U.S. stocks rallied for a second straight session as investors geared up for some of the world’s biggest companies to report earnings this week.
Traders also mulled whether the Federal Reserve will slow its pace of interest-rate hikes after assessing weak economic data released Monday.
More than 80% of stocks in the S&P 500 index closed in green on Monday, buoyed by gains in technology and health-care companies.
The Nasdaq 100 also rose more than 1%. U.S.-listed Chinese shares plunged after that nation’s equity index tumbled as President Xi Jinping solidified his power.
Among the megacap companies slated to report earnings this week are Alphabet, Microsoft and Meta Platforms.
U.S. Treasury 10-year yields ended the session around 4.25%.
U.K. bonds posted some of their biggest gains on record as investors expect incoming prime minister Rishi Sunak to repair the damage caused by predecessor Liz Truss after her massive package of unfunded tax cuts roiled financial markets.
Earnings remain in focus in the United States, with investors still on edge over whether companies that are among the key profit-growth engines for the S&P 500 can deliver profits with inflation crimping margins.
Of the almost 20% of companies that have reported so far, roughly 58% posted positive surprises in both revenue and earnings per share, according to data compiled by Bloomberg.
As the Fed attempts to stomp out inflation, latest earnings displaying resilience and showing few signs of recession may be making some investors uneasy on equities.

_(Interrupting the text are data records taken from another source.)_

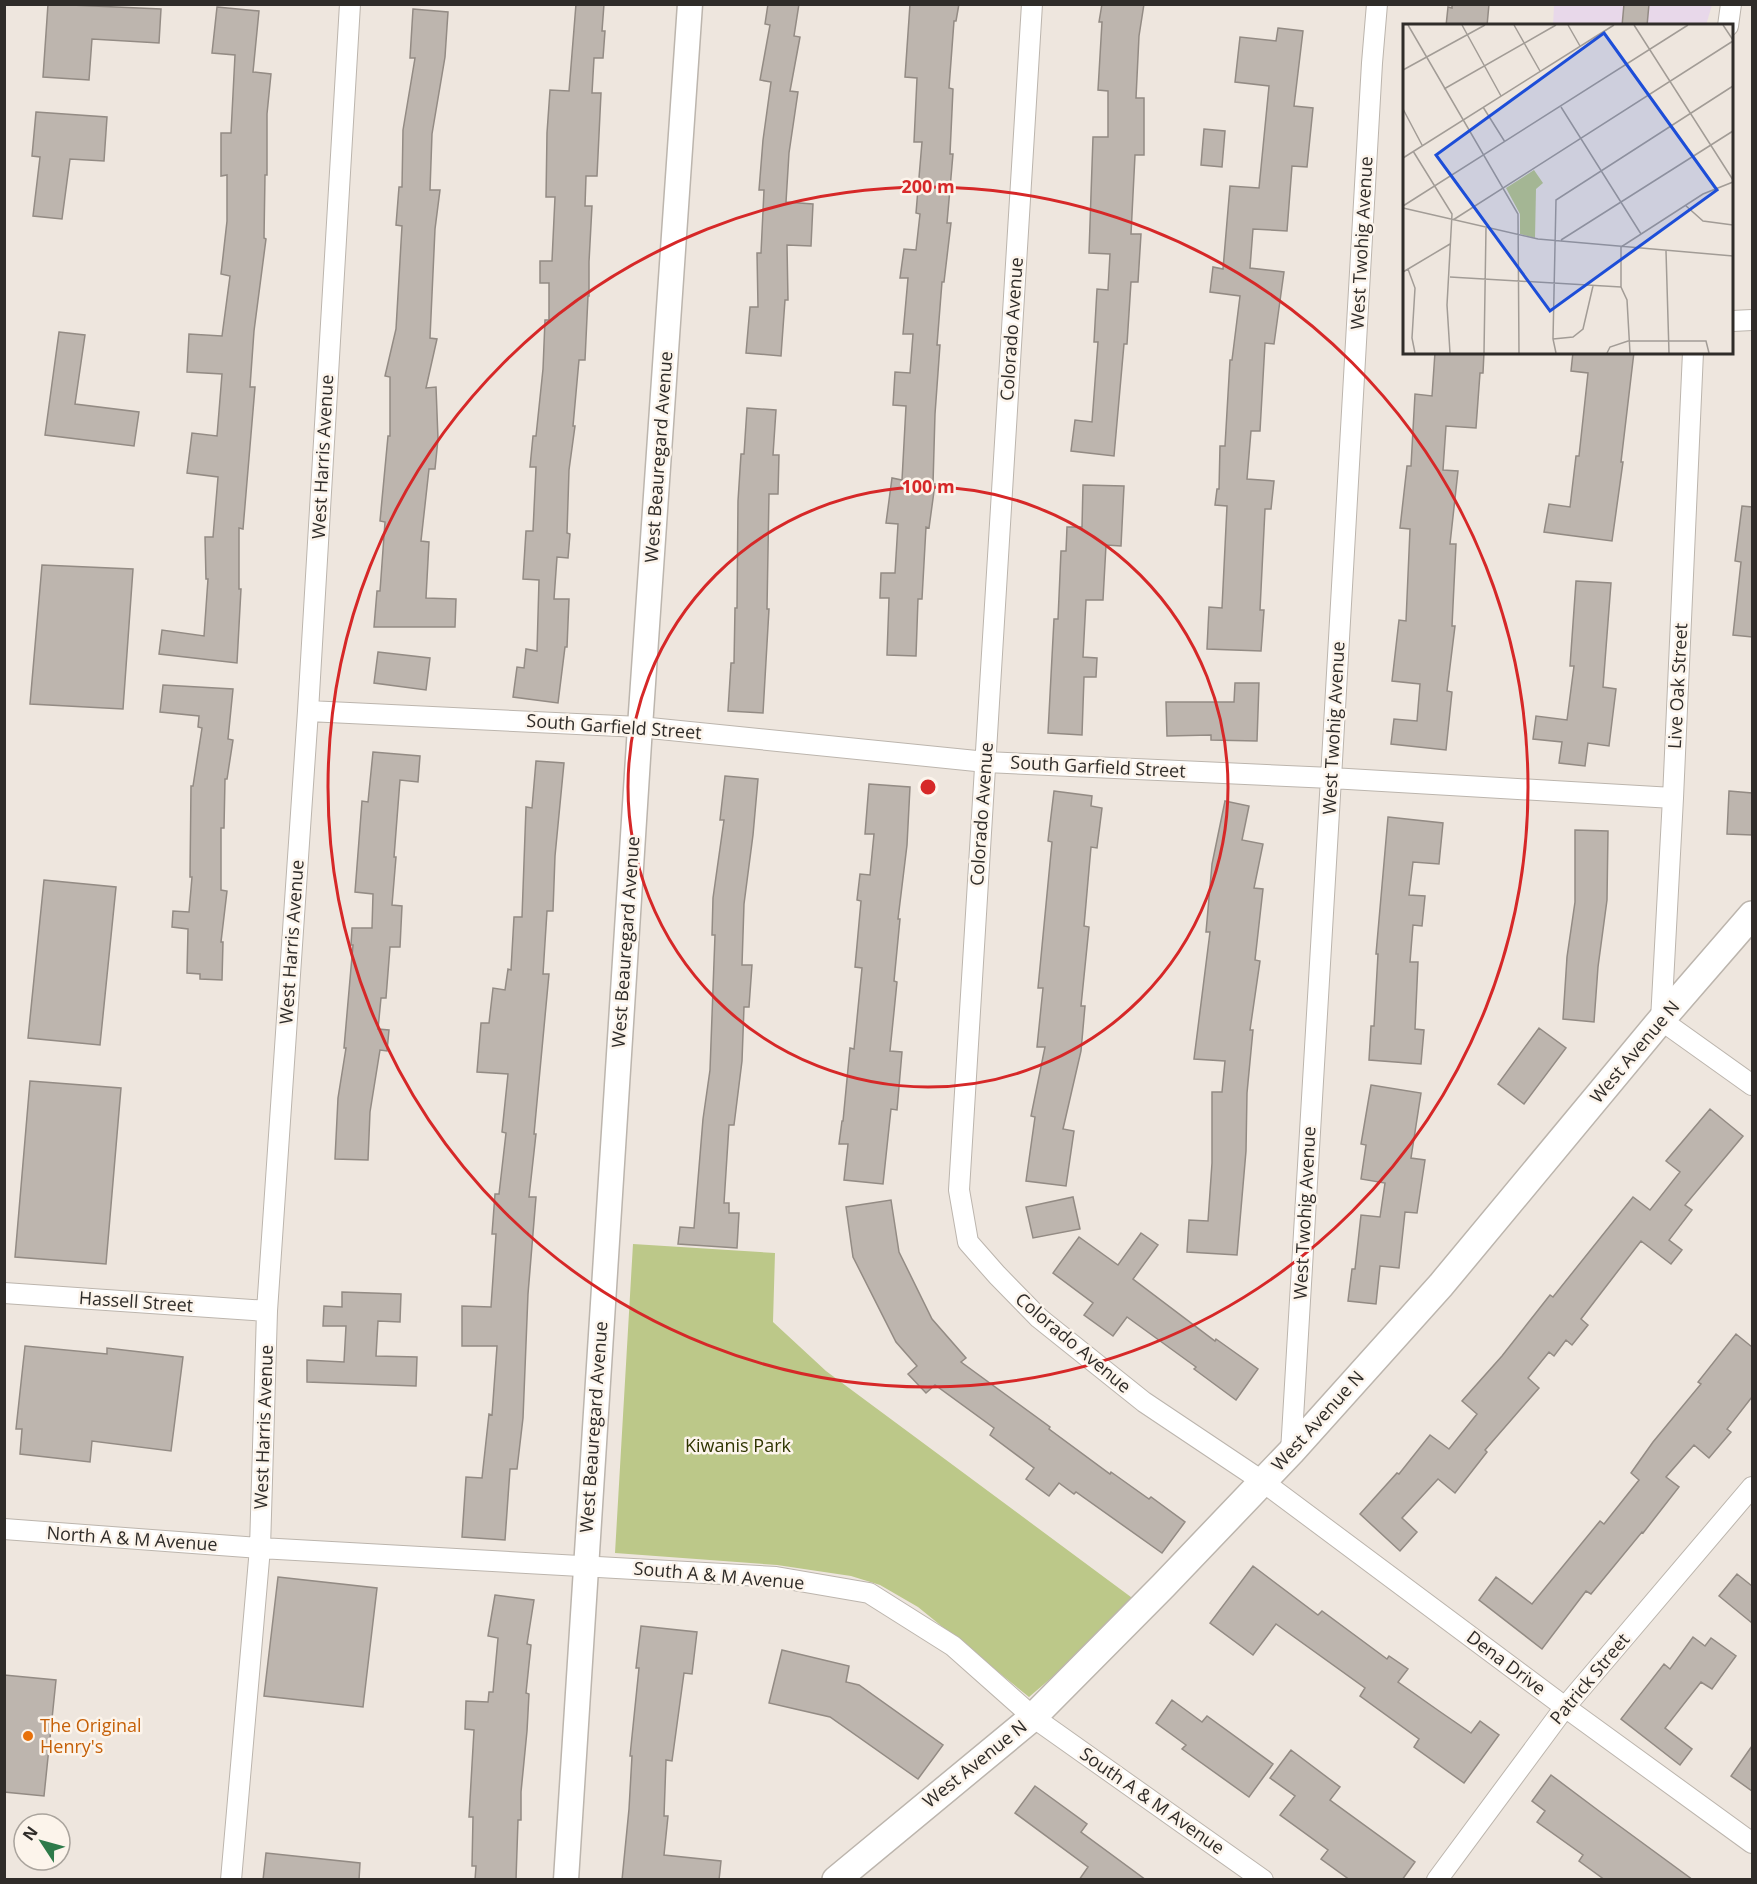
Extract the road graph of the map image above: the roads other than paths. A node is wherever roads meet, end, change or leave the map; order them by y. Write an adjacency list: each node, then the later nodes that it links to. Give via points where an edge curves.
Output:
1 (350, 4): 10 (street, West Harris Avenue)
2 (690, 4): 11 (street, West Beauregard Avenue)
3 (1032, 4): 12 (street, Colorado Avenue)
4 (1377, 4): 13 (street, West Twohig Avenue)
5 (1731, 4): 6 (street)
6 (1728, 24)
7 (1752, 320): 8 (street)
8 (1733, 321)
9 (1693, 354): 14 (street, Live Oak Street)
10 (308, 711): 11 (street, South Garfield Street); 19 (street, West Harris Avenue)
11 (640, 727): 12 (street, South Garfield Street); 25 (street, West Beauregard Avenue)
12 (986, 762): 13 (street, South Garfield Street); 21 (street, Colorado Avenue, via 959,1190 968,1242 1039,1318 1144,1402)
13 (1331, 778): 14 (street, South Garfield Street); 20 (street, West Twohig Avenue)
14 (1673, 798): 16 (street, Live Oak Street)
15 (1752, 915): 16 (main road, West Avenue N)
16 (1661, 1020): 17 (street); 20 (main road, West Avenue N, via 1441,1285)
17 (1752, 1085)
18 (4, 1293): 19 (street, Hassell Street)
19 (267, 1311): 24 (street, West Harris Avenue)
20 (1291, 1452): 21 (main road, West Avenue N)
21 (1262, 1481): 26 (street, Dena Drive); 27 (main road, West Avenue N)
22 (1752, 1487): 26 (street, Patrick Street)
23 (4, 1529): 24 (street, North A & M Avenue)
24 (260, 1548): 25 (street, South A & M Avenue); 29 (street, West Harris Avenue)
25 (585, 1566): 27 (street, South A & M Avenue, via 776,1577 869,1593 953,1646); 30 (street, West Beauregard Avenue)
26 (1565, 1707): 28 (street, Dena Drive); 33 (street, Patrick Street)
27 (1033, 1717): 31 (main road, West Avenue N); 32 (street, South A & M Avenue)
28 (1752, 1843)
29 (231, 1880)
30 (566, 1880)
31 (836, 1880)
32 (1263, 1880)
33 (1437, 1880)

“Over the short term, we think we can get some relief. The fact that earnings season has also been relatively strong is also helpful,” Andrew Sheets, Morgan Stanley’s chief cross-asset strategist, said on Bloomberg Television.
“But the big picture – and I don’t think this changes – is that we still view this as a bear market rally rather than the start of a larger new bull market.”

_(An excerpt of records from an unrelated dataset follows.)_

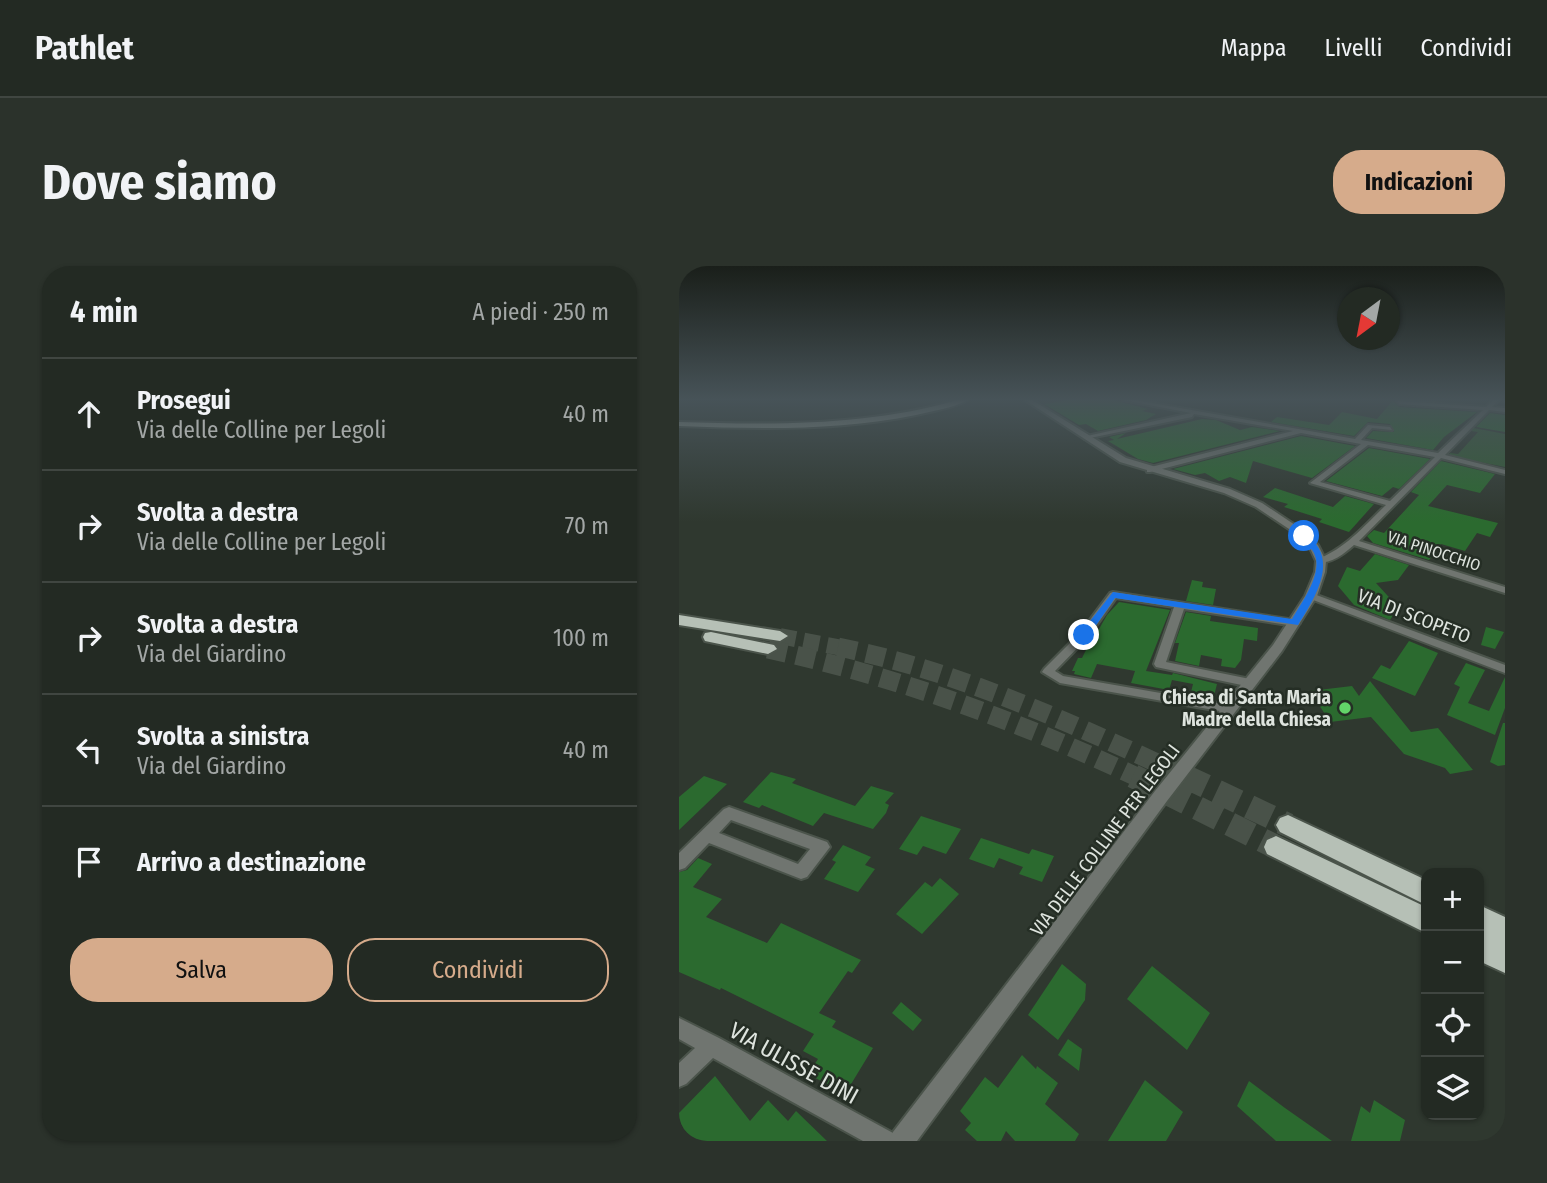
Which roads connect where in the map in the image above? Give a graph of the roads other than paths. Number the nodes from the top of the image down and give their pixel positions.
1 (1091, 441) edge
2 (1264, 441) edge
3 (1356, 441) edge
4 (1456, 441) edge
5 (1362, 442) junction
6 (1441, 456) junction
7 (1150, 470) junction
8 (1502, 472) dead end
9 (1391, 504) junction
10 (1353, 542) junction
11 (1321, 561) junction
12 (1505, 590) edge
13 (1311, 596) junction
14 (1180, 605) junction
15 (679, 620) edge
16 (1295, 623) junction
17 (679, 632) edge
18 (774, 643) joint
19 (1505, 669) edge
20 (1251, 683) junction
21 (1231, 709) junction
22 (707, 835) junction
23 (679, 863) edge
24 (1421, 891) edge
25 (1421, 917) edge
26 (1484, 920) edge
27 (1505, 931) edge
28 (1484, 948) edge
29 (1505, 959) edge
30 (679, 1028) edge
31 (712, 1045) junction
32 (679, 1077) edge
33 (885, 1141) edge
34 (901, 1141) edge

1 - 7 street
2 - 7 street
3 - 5 street
4 - 6 street, VIA PINOCCHIO
5 - 6 street
5 - 9 street
6 - 8 street
6 - 9 street, VIA PINOCCHIO
7 - 11 street
9 - 10 street, VIA PINOCCHIO
10 - 11 street, VIA PINOCCHIO
10 - 12 street, VIA PINOCCHIO
11 - 13 street, VIA DELLE COLLINE PER LEGOLI
13 - 16 street, VIA DELLE COLLINE PER LEGOLI
13 - 19 street, VIA DI SCOPETO
14 - 16 street
14 - 20 street
14 - 21 street
15 - 18 highway
16 - 20 street, VIA DELLE COLLINE PER LEGOLI
17 - 18 highway
20 - 21 street, VIA DELLE COLLINE PER LEGOLI
21 - 34 street, VIA DELLE COLLINE PER LEGOLI
22 - 22 street
22 - 23 street
24 - 25 highway
26 - 27 highway
28 - 29 highway
30 - 31 street, VIA ULISSE DINI
31 - 32 street
31 - 33 street, VIA ULISSE DINI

Fed policy is also still a key focus for investors. Data on Monday indicated that Fed tightening is starting to hit the economy, with purchasing managers’ index indicators showing contraction in the services and manufacturing sectors.
Reports that the Fed may soon start reducing the size of its rate hikes had pushed stocks higher by more than 2% on Friday.
San Francisco Fed President Mary Daly’s comments on Friday also added to the tentative optimism.
But some investors are still cautious in their expectations that the central bank is moderating its rhetoric.
“We are still agnostic as to whether the Fed really is going to pivot or be at the peak of its hawkish cycle,” said Lisa Erickson, senior vice president and head of public markets group at U.S. Bank Wealth Management.
“If you look at the underlying data, inflation remains sticky, particularly in services ex-housing, which can often be more persistent. So given the Fed’s dependence on the data, we’re not clear exactly, again, when the Fed may truly begin to slow down.”
The central bank needs to maintain a balance between addressing inflation and reacting appropriately to any signs of slowdown in inflation, Erickson said.